Produkcja przemysłowa Eurolandu w lipcu spadła o 0,5% w stosunku rocznym wobec oczekiwanego nieznacznego wzrostu na poziomie 0,2%, natomiast wzrost PKB za drugi kwartał okazał się zgodny z oczekiwaniami - nastąpiła poprawa o 1,5% rok do roku i spadek o 0,2% w porównaniu z pierwszym kwartałem. Nie zaskoczył również odczyt inflacji w lipcu - wskaźnik HICP wyniósł 4% w porównaniu analogicznym okresem roku poprzedniego (oczekiwano wzrostu na poziomie 4,1%). Pozytywnym zaskoczeniem okazał się natomiast wzrost PKB w Niemczech - wyniósł on 3,1% rok do roku, co oznacza prawie dwa razy lepszy wynik od prognoz. Odczyt inflacji w Niemczech był niewiele wyższy od oczekiwań - wartość HICP w lipcu wskazała na wzrost cen na poziomie 3,5% w stosunku rocznym wobec prognoz 3,4% .
Nie zachwyciły natomiast wiadomości z Wielkiej Brytanii, a w szczególności raport na temat rynku pracy oraz raport o inflacji. Stopa bezrobocia wyniosła w czerwcu 5,4% wobec prognoz 5,3%.
Natomiast w raporcie na temat inflacji Bank Anglii zasygnalizował możliwość zwyżki tempa wzrostu cen do 5% z obecnego poziomu 4,4% w wyniku wzrostu cen energii oraz żywności. BoE ostrzegł również, iż gospodarka brytyjska może w przyszłym roku wejść w fazę spowolnienia gospodarczego, a nawet otrzeć się o recesję. W obliczu realnego zagrożenia osłabieniem gospodarczym, a także możliwości spadku cen surowców w przyszłości, Bank Anglii stwierdza, iż nie podniesie w najbliższym czasie stóp procentowych, a nawet będzie skłonny do ich obniżki celem dostarczenia impulsu wzrostowego do gospodarki. Obniżenie kosztu pieniądza na Wyspach jest jednak uwarunkowane od spadku cen na międzynarodowym rynku towarowym. Na informacje te rynek zareagował jednoznacznie silną zniżką notowań funta w stosunku do dolara - po publikacji raportów kurs brytyjskiej waluty stracił do dolara prawie cztery figury, obecnie znajduje się na poziomie 1,8720.

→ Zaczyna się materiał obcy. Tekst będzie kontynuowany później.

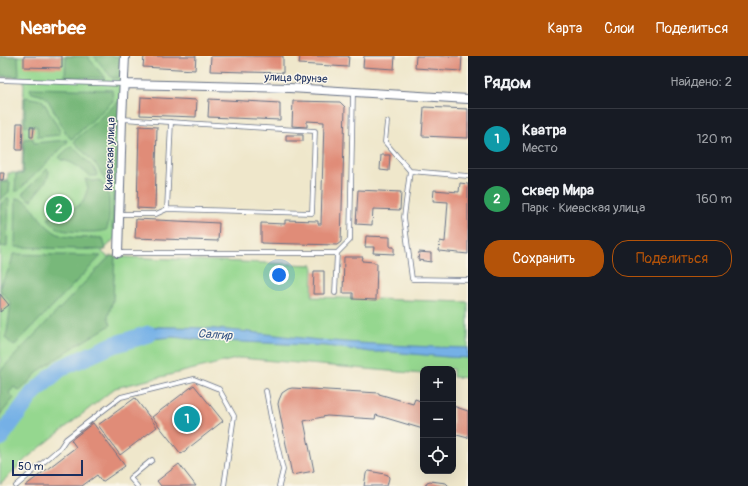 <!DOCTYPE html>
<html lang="ru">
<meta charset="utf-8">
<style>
:root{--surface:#171b24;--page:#20242c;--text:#f1f3f6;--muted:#9ea1a6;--line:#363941;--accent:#b45309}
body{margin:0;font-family:Pangolin,sans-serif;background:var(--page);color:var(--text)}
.controls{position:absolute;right:12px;bottom:12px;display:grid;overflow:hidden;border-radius:8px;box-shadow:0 4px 16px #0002}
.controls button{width:36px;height:36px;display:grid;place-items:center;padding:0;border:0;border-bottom:1px solid var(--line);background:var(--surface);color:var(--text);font:20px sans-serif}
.scale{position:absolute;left:12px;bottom:10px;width:71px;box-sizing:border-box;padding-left:4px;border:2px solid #1b2f5e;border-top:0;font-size:11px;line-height:14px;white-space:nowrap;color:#1b2f5e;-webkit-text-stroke:3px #fbf7ec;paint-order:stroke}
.you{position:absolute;left:279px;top:219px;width:14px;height:14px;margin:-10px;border:3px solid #fff;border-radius:50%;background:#1a73e8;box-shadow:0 0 0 6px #1a73e833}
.badge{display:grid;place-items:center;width:26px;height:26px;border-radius:50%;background:var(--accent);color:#fff;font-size:13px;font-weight:700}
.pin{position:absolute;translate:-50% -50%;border:2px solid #fff;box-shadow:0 1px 4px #0006}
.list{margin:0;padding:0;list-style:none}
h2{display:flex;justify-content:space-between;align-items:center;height:52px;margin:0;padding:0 16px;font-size:17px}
h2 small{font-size:13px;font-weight:400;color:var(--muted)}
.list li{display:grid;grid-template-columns:26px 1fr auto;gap:12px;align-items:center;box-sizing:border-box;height:60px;padding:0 16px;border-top:1px solid var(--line)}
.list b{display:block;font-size:15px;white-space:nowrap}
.list p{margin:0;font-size:13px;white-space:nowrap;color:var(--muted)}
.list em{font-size:13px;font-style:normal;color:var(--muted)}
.actions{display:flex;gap:8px;padding:12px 16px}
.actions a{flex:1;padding:9px 0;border:1px solid var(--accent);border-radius:16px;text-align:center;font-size:14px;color:var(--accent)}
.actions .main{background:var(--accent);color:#fff}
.icon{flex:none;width:22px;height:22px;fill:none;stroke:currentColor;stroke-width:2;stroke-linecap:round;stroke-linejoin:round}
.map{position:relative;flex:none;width:468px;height:430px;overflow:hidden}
header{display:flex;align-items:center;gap:24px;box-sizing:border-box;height:56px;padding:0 20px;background:var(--accent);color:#fff}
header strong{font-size:19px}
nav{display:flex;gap:22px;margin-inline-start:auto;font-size:14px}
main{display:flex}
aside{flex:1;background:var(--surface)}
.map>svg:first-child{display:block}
</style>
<header>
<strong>Nearbee</strong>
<nav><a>Карта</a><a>Слои</a><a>Поделиться</a></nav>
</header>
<main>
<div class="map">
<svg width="468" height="430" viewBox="0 0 468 430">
<rect width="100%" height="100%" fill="#fbf7ec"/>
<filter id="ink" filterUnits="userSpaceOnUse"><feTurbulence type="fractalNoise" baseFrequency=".025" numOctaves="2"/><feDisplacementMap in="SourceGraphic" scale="8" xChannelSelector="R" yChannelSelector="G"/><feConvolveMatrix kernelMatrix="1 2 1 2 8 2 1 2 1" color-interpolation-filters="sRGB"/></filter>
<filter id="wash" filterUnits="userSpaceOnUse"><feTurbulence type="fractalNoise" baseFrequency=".012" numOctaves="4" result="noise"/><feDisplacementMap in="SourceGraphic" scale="16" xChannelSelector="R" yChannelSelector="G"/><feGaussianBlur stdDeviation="0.9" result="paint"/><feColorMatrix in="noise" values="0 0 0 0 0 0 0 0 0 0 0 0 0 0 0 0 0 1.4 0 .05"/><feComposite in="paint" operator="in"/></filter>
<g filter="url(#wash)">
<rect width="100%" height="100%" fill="#efe7cb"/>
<path fill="#95d78f" stroke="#588376" d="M0,0H122L116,181L102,196L108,201H125L313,209L312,241L468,246V322L453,321V313H423V318L240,302L115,332L27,402L0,428V125H8V117H22L24,22L0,21Z"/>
<path fill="#78b87a" stroke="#4a746c" d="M0,0H18L19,20H0Z
M66,0H87L105,22L65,21Z
M94,0H121V19L118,22H112Z
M32,32L112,34L113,44L112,46L73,82L71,83L66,77L48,44L44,40L32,37L30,33Z
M25,41L41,44L43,45L60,75V78L59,79L38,81L37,70H25Z
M118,46H121L116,173H112L113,142L112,136L97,110L75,87L74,85Z
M33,82L34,87L67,84V87L18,135H15L16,118H23L24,83Z
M71,90L73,91L94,112L97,118L96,120H90C81,113 73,105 61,104L60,103V100Z
M47,113L49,115C49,127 37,133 32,144H30L23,138V137Z
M85,123L93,125L100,124C103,128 106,133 108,137C110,143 110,171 106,174C102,177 67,176 62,174C56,172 51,167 48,162L65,157L75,152L83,146L88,132Z
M0,126H10L9,136L0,144Z
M16,142C30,144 31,151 39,161C44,168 53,176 60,179C69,183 93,181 103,182L106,194L15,191Z
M7,143H9L7,191L0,190V149Z
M13,198L101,200L14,290L5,282L7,276L11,247L0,234C0,227 4,223 7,217C10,211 12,205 13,198Z
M110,200H115L113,244L108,261L111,269L77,289L40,314L20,335L14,331L9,337L14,342L0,359V315Z"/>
<path fill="#74b0e6" stroke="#4870a2" d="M157,271C211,270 265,278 318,284C368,288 418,291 468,292V302L447,301L390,296H371L326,290L202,284L172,281L151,283L128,289L124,280Z"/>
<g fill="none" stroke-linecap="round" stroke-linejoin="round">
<path stroke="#74b0e6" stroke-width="17" d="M0,382L33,337L61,312L113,289L149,278"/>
</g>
<g id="blocks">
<path fill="#e08c78" d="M24,0H62V12L24,11Z
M144,0H196L195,14L143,11Z
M211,0H283V17L210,15Z
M300,0H349L348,11L299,8Z
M364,0H395L394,13L363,11Z
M416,0H462L461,15L415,12Z
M141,41L197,44L196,61L140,59Z
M209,43L280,47V64L208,61Z
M293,45L340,46L345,51L341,186L337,189L261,187V167L285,168V164L318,165V168H321L324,66L307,65V71L292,70Z
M424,51L468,53V82L422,80Z
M17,67H23L22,94H16Z
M139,70L157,71L155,153L137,152Z
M30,71H34L33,81H30Z
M286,79H303V85H286Z
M381,99H390L389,115L380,114Z
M0,117H4L3,124H0Z
M460,127L468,128V198L439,195L440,185L445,186L448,146L433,145L434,134L459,136Z
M358,134L401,136L400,154L373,153L372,169L356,168Z
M136,163L219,167L218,185L135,182Z
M366,180L390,181V191H394V198L373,197L374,191H365Z
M419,196L431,197V206L418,204Z
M344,201H363L362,205L374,206V207H377L376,244L353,243V237H343Z
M314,215H324V238H313Z
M0,238L9,249L0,256Z
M194,329L223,365L181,398L152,361Z
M292,332L379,337V338L413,348L415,343L423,346V373L376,359L375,363L327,360L304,365L314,415L292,419L278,348L279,344L282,337L288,333Z
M135,342L157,371L120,399L98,369Z
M453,350L468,355V382L453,378Z
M93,367L125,410L102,426L97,419L82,430H25L76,391L71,384Z
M179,408L196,430H161L157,425Z
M369,415L385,418L388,419L389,422L387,430H364L366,418L367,416Z
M430,425L446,427L449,430H425L427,426Z"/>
</g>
</g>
<g filter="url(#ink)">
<use href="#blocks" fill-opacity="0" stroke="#656f84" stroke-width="1"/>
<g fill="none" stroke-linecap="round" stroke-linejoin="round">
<g stroke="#656f84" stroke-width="5.5">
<path id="lane" d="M0,24L123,28
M122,63L315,75L312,157L167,153L171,66
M387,66L385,86L410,115
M468,120L410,115L404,161L412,223L468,224
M120,158H156L167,153
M118,197H337
M335,237L337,197L350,184L353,36
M266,335L271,362L283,414L279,430
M16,430L60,392L66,383L121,341L194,323L219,333L234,360L224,430
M137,430L130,422L152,404"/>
</g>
<g stroke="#656f84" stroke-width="10">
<path id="street" d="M124,28L290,32L468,43
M118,197L122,63L125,0"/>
</g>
<use href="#lane" stroke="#fff" stroke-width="4"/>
<use href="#street" stroke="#fff" stroke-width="8"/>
</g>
</g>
<g text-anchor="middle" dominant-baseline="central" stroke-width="3" stroke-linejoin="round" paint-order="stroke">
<g font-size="11" fill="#1b2f5e" stroke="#fbf7ec">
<text transform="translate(296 22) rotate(2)">улица Фрунзе</text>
<text transform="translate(110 98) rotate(-88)">Киевская улица</text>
</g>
<g font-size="12" font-style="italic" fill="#365687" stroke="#fbf7ec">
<text transform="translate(215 279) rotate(4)">Салгир</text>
</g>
</g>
</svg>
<div class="controls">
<button>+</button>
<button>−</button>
<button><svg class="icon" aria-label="locate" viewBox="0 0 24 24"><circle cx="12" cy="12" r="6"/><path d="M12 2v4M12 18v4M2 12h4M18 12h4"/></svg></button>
</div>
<div class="scale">50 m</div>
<div class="you"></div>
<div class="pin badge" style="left:187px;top:363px;background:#0f9aa8">1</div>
<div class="pin badge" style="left:59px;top:153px;background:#2e9e5b">2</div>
</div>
<aside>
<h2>Рядом<small>Найдено: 2</small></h2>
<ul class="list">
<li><span class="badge" style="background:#0f9aa8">1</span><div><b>Кватра</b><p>Место</p></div><em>120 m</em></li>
<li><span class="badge" style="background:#2e9e5b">2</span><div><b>сквер Мира</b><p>Парк · Киевская улица</p></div><em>160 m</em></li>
</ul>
<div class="actions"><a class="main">Сохранить</a><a>Поделиться</a></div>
</aside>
</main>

W stosunku do jena dolar osłabiał się na początku tygodnia. W środę jednak rynek gwałtownie zareagował na dane o dynamice japońskiego PKB - spadła ona w drugim kwartale o 2,1% w porównaniu z poprzednim rokiem i wywołała szereg spekulacji o ewentualnej recesji w Japonii. Kurs USD/JPY natychmiast poszybował w górę - obecnie wynosi on 109,67.

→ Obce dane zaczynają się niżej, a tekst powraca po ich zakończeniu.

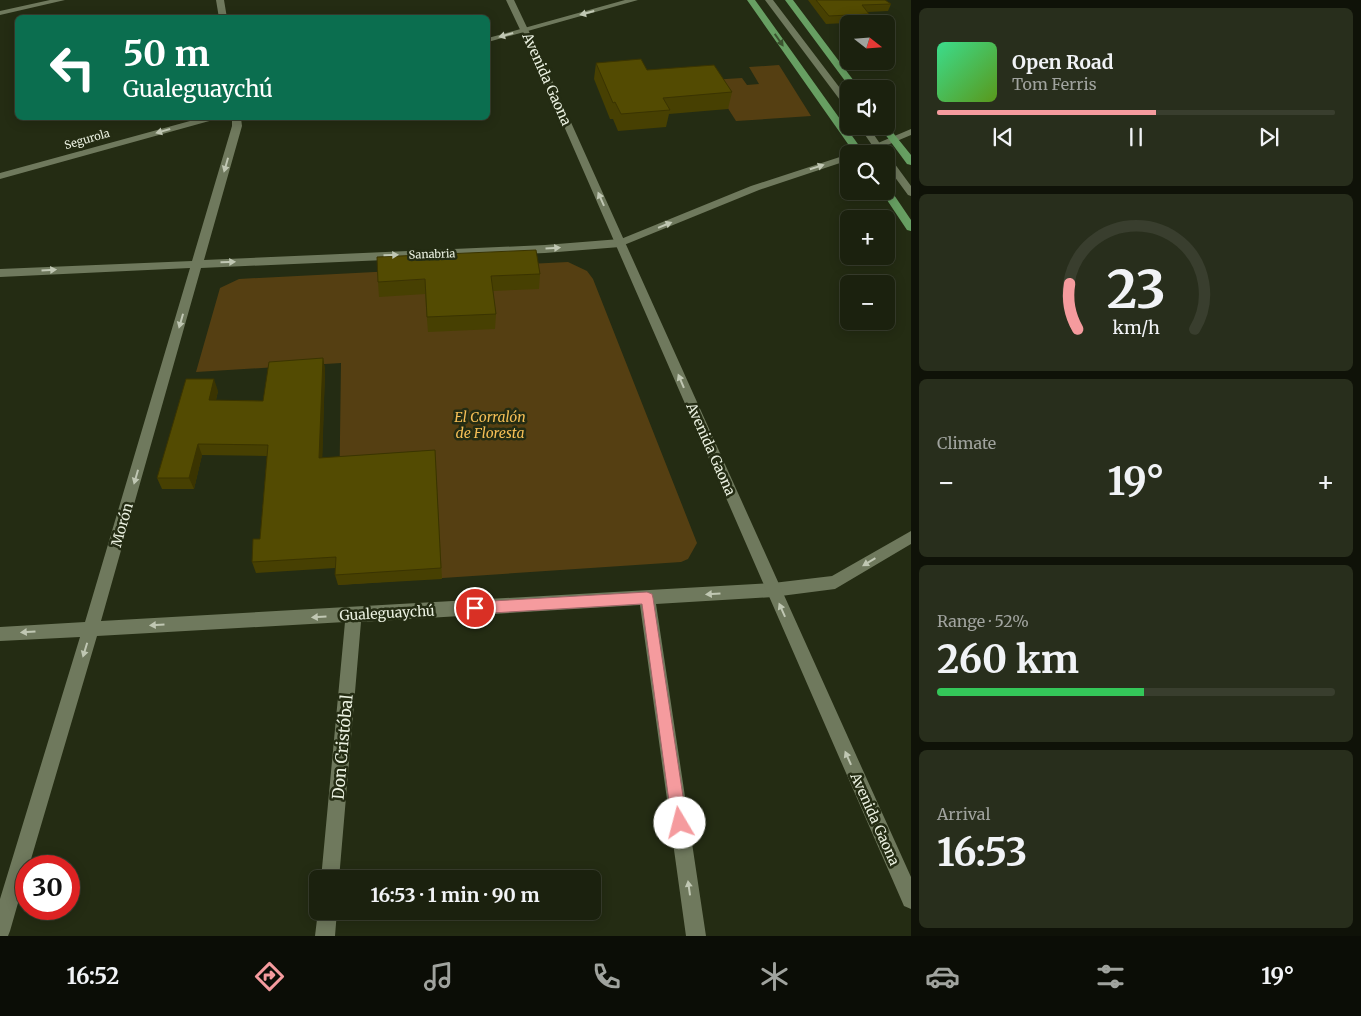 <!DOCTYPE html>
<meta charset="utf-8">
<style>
:root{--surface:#1b210e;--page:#282e1c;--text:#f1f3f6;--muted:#a0a39e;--line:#393e2e;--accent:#f59b9e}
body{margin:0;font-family:Merriweather,serif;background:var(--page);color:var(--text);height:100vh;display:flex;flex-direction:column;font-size:19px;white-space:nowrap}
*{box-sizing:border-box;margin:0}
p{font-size:16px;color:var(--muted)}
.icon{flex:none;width:28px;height:28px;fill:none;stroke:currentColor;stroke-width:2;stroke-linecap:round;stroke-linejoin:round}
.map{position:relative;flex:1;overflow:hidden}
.sheet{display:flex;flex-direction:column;gap:8px;padding:8px;background:#0f1208;width:450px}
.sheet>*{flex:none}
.top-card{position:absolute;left:15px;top:15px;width:475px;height:105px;border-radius:8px;box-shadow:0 2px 12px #0003,0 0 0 1px var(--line);background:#0b6e4f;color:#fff;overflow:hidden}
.needle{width:32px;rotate:107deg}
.tools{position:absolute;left:840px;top:15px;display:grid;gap:10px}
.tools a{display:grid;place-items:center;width:55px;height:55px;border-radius:8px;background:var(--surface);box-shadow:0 2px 12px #0003,0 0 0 1px var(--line);font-size:25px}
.speed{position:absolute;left:15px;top:855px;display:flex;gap:10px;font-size:25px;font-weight:700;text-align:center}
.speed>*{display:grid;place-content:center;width:65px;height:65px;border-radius:50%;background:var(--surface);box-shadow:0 2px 12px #0003,0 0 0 1px var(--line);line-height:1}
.speed .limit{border:8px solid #d22;background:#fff;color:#111}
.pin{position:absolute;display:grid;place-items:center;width:42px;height:42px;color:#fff;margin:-21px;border:2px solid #fff;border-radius:50%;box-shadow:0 1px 5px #0007}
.me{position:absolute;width:55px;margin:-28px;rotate:352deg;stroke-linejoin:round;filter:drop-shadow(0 0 4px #0008)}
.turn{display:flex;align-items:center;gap:18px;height:105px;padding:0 25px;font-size:22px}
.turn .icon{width:65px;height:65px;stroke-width:2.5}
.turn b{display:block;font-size:35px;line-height:42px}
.big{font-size:38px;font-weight:700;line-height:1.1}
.sheet .card{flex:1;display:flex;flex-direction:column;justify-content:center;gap:8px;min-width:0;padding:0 18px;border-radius:8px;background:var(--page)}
.sheet .dial{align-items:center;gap:0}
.dial svg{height:130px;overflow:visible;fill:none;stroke:var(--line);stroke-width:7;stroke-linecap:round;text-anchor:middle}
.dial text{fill:var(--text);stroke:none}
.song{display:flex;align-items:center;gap:15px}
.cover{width:60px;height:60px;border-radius:8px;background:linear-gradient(135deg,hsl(150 70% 55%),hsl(90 70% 35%))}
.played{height:5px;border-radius:2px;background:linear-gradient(90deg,var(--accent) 55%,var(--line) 55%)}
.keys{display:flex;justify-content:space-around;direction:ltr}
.heat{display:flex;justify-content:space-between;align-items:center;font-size:28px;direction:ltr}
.charge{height:8px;border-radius:4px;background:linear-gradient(90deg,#34c759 52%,var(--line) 0)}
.trip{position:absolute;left:309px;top:870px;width:292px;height:50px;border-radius:8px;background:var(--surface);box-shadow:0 2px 12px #0003,0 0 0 1px var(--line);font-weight:700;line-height:50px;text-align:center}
.menu{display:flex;height:80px;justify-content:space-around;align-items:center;background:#0b0d06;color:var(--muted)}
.menu .icon{width:35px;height:35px}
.menu .current{color:var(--accent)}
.menu b{font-size:22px;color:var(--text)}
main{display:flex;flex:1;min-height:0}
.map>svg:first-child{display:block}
</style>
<main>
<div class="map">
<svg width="911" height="936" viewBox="0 0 911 936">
<rect width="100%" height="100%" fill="#242c13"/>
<!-- green -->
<path fill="#553f12" d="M779 65 811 116 736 121 710 80 742 78 747 85 759 84 749 67Z
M568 262 587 271 593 279 697 543 688 559 681 562 338 585 341 363 196 372 220 288 239 279Z"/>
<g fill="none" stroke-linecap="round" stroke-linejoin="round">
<!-- service -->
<path fill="#6f795d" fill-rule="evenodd" d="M765 0H773L849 100V108H846Z
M859 126H868L887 154V155L889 156 911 186V196L908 195 886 165V154H878Z"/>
<!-- minor -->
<path fill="#6f795d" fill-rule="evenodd" d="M50 0H65L0 15V11Z
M216 0H224L227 18H219Z
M232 118H241L242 126 204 260 545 245 620 239 625 243 620 247 545 253 201 268 101 621 773 583 832 576 911 531V544L835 589 773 597 656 604 706 936H686L640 605 361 622 339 879H321L345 622 97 636 29 866H26V875L10 931 8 936H0V899L80 637 0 641V627L85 622 190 268 0 277V269L192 261 232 126Z
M318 911H337L335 936H315Z"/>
<!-- tertiary -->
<path fill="#6f795d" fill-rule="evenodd" d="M625 0H638L488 42V38Z
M201 118H215L213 120 0 179V173Z
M911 129V135L866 154H852Z
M849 154V160L759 190 624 245 620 247 615 243 616 241 751 186Z"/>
<!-- secondary -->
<path fill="#6f795d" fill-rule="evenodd" d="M506 0H514L551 78 911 877V909L904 906 543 78Z"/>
<!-- primary -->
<path fill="#679f62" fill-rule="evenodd" d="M747 0H755L865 154H855Z
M785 0H793L860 89H851Z
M886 124 911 155V165L907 164 879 126H886Z
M886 188 890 189 911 220V231L907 230 881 191H886Z"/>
</g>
<!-- wall -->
<path fill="#474002" d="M808 0H885L891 4 888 11 867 12 869 14 866 22 826 24Z
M596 63 647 70 732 92 728 109 669 114 666 127 618 131 613 119H610L594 79Z
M540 274 539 289 493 291 496 314 495 329 428 332 425 294 379 297 378 282Z
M323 358 325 370 322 458 435 450 442 579 338 585 335 575V568L256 573 252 562 260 539 267 456 202 455 194 489H162L157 478 218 391 216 400 263 401Z"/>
<!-- shaded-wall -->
<path fill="#3a3401" d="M323 358 325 370 322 469 319 458Z
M214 379 218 391 213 411 209 400Z
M198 444 202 455 194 489 189 478Z"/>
<!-- building -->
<path fill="#534b02" stroke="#3a3401" d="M816 0H885L891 4 862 5 869 14 829 16Z
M641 59 647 70 714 65 732 92 663 98 670 110 621 114 615 102 613 103 596 63Z
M536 250 540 274 491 276 496 314 427 317 425 279 378 282 377 257Z
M323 358 319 458 435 450 441 568 335 575 336 557 252 562 253 539H260L268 445 198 444 189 478H157L186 379H214L209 400 263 401 269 362Z"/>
<!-- one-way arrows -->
<defs><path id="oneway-solid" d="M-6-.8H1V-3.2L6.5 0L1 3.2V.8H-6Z" transform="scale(1.25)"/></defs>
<g fill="#c0c7b3">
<use href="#oneway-solid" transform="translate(587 13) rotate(165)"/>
<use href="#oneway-solid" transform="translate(506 35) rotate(164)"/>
<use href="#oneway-solid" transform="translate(163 131) rotate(164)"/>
<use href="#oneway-solid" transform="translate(226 165) rotate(106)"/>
<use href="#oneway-solid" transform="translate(817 167) rotate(-18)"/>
<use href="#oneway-solid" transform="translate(601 199) rotate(-114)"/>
<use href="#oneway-solid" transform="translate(665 225) rotate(-22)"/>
<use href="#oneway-solid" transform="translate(553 248) rotate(-4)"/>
<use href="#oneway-solid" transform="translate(391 255) rotate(-2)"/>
<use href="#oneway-solid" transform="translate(228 262) rotate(-2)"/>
<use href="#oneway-solid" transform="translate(49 270) rotate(-3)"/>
<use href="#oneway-solid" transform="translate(181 321) rotate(106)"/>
<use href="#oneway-solid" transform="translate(681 381) rotate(-113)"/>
<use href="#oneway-solid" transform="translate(136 477) rotate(106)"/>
<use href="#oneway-solid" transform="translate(869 562) rotate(149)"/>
<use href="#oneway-solid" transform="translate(713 594) rotate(176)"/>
<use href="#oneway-solid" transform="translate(782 610) rotate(-114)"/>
<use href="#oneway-solid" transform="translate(319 617) rotate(177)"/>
<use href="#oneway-solid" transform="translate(157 625) rotate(177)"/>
<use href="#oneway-solid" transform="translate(28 632) rotate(176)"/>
<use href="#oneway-solid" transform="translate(85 650) rotate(107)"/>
<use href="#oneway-solid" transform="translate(848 758) rotate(-114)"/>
<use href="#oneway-solid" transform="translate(689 888) rotate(-98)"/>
</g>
<use fill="#3b542f" href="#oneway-solid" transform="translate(779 40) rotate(55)"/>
<!-- route -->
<path fill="#f59b9e" stroke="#9f6567" d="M647 592 652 594 653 598 687 823 685 829 680 831 675 829 672 823 642 604 475 614 470 612 468 608 470 604 475 602Z"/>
<g text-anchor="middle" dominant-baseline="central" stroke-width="5" stroke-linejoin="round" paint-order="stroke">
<!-- far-street labels -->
<g font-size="11" fill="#ebf1e1" stroke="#242c13">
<text transform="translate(87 139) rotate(-16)">Segurola</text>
<text transform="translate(432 254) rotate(-2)">Sanabria</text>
</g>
<!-- street labels -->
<g font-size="14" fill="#ebf1e1" stroke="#242c13">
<text transform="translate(547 79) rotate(66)">Avenida Gaona</text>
<text transform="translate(711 449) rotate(66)">Avenida Gaona</text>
<text transform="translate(122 525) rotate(-74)">Morón</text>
<text transform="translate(387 613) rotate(-3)">Gualeguaychú</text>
<text transform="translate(875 819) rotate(66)">Avenida Gaona</text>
</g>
<!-- park labels -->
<g font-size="14" font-style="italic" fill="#f4be55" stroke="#242c13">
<text x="490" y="417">El Corralón<tspan x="490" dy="16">de Floresta</tspan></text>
</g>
<!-- near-street labels -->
<g font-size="16" fill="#ebf1e1" stroke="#242c13">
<text transform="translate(342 747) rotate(-85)">Don Cristóbal</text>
</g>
</g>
</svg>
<div class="tools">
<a><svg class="needle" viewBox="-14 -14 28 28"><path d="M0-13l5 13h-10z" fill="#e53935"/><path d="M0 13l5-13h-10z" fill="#a0a39e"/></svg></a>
<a><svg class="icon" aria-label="sound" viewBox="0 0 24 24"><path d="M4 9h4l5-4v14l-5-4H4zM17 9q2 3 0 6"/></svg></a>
<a><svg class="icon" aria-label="search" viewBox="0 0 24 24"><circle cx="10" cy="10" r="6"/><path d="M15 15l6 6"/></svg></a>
<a>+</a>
<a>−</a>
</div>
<div class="speed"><div class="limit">30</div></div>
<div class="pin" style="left:475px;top:608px;background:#d93025"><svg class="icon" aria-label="arrive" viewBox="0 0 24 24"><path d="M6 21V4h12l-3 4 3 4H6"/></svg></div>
<svg class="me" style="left:680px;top:823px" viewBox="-20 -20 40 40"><circle r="19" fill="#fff"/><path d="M0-13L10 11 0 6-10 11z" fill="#f59b9e"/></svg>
<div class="trip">16:53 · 1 min · 90 m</div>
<div class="top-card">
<div class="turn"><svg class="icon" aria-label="left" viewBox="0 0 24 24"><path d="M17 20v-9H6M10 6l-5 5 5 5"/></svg><div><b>50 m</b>Gualeguaychú</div></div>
</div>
</div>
<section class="sheet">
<div class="card">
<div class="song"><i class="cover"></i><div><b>Open Road</b><p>Tom Ferris</p></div></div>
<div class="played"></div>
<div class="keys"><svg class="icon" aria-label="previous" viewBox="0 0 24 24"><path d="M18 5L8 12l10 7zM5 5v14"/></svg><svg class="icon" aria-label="pause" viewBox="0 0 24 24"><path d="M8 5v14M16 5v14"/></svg><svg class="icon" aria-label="next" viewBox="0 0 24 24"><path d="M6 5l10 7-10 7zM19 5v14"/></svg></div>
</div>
<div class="card dial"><svg viewBox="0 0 100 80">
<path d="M14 69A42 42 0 1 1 86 69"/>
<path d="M14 69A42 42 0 0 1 9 41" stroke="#f59b9e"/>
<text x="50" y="56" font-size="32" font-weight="700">23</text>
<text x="50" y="72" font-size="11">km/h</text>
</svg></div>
<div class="card"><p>Climate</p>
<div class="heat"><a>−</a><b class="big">19°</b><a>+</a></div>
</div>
<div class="card"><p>Range · 52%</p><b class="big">260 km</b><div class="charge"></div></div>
<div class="card"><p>Arrival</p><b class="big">16:53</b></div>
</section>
</main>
<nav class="menu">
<b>16:52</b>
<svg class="icon current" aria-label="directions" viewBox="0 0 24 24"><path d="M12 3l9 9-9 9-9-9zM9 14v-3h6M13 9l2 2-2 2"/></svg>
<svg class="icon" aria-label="music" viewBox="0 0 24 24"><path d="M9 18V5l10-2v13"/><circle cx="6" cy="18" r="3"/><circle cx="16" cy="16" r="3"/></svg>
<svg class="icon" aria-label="phone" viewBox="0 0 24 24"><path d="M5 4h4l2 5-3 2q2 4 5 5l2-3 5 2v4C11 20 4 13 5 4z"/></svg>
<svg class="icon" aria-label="climate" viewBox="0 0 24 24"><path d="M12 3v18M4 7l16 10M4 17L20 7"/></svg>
<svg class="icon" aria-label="car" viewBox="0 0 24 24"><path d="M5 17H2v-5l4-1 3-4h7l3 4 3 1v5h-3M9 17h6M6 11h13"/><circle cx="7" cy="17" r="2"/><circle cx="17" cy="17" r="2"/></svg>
<svg class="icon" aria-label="filters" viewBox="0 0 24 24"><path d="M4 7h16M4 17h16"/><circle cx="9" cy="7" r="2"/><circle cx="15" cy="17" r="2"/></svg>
<b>19°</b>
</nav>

Z istotnych danych makro z USA, w mijającym tygodniu rynek poznał saldo deficytu obrotów bieżących, wartość sprzedaży, a także wskaźnik inflacji konsumentów i tygodniowe dane o liczbie nowo zarejestrowanych bezrobotnych. Spadający do niedawna dolar, przyczynił się do poprawy konkurencyjności amerykańskiego eksportu oraz wzrostu cen importu, natomiast spadki cen aktywów finansowych ograniczyły skłonność Amerykanów do konsumpcji. W efekcie saldo obrotów bieżących w USA uległo poprawie - deficyt czerwcu wyniósł 56,8 mld dolarów wobec 59,8 mld w maju. Spadek konsumpcji wpłynął jednak nie tylko na ograniczenie zakupów zagranicznych, ale również krajowych - sprzedaż detaliczna w lipcu obniżyła się w stosunku do czerwca o -0,1%. Inflacja okazała się być wyższa od prognoz - wskaźnik CPI wyniósł 5,6% rok do roku wobec oczekiwań na poziomie 5,1%. Rozczarowały również dane z rynku pracy - liczba nowo zarejestrowanych bezrobotnych wyniosła 450 tys, przewyższając przewidywania o 18 tys. Zarówno dane z Eurolandu, jak i ze Stanów Zjednoczonych nie były w stanie wybić kursu eurodolara ze wspomnianego na początku korytarza wahań. Rynek najprawdopodobniej potrzebuje chwili oddechu.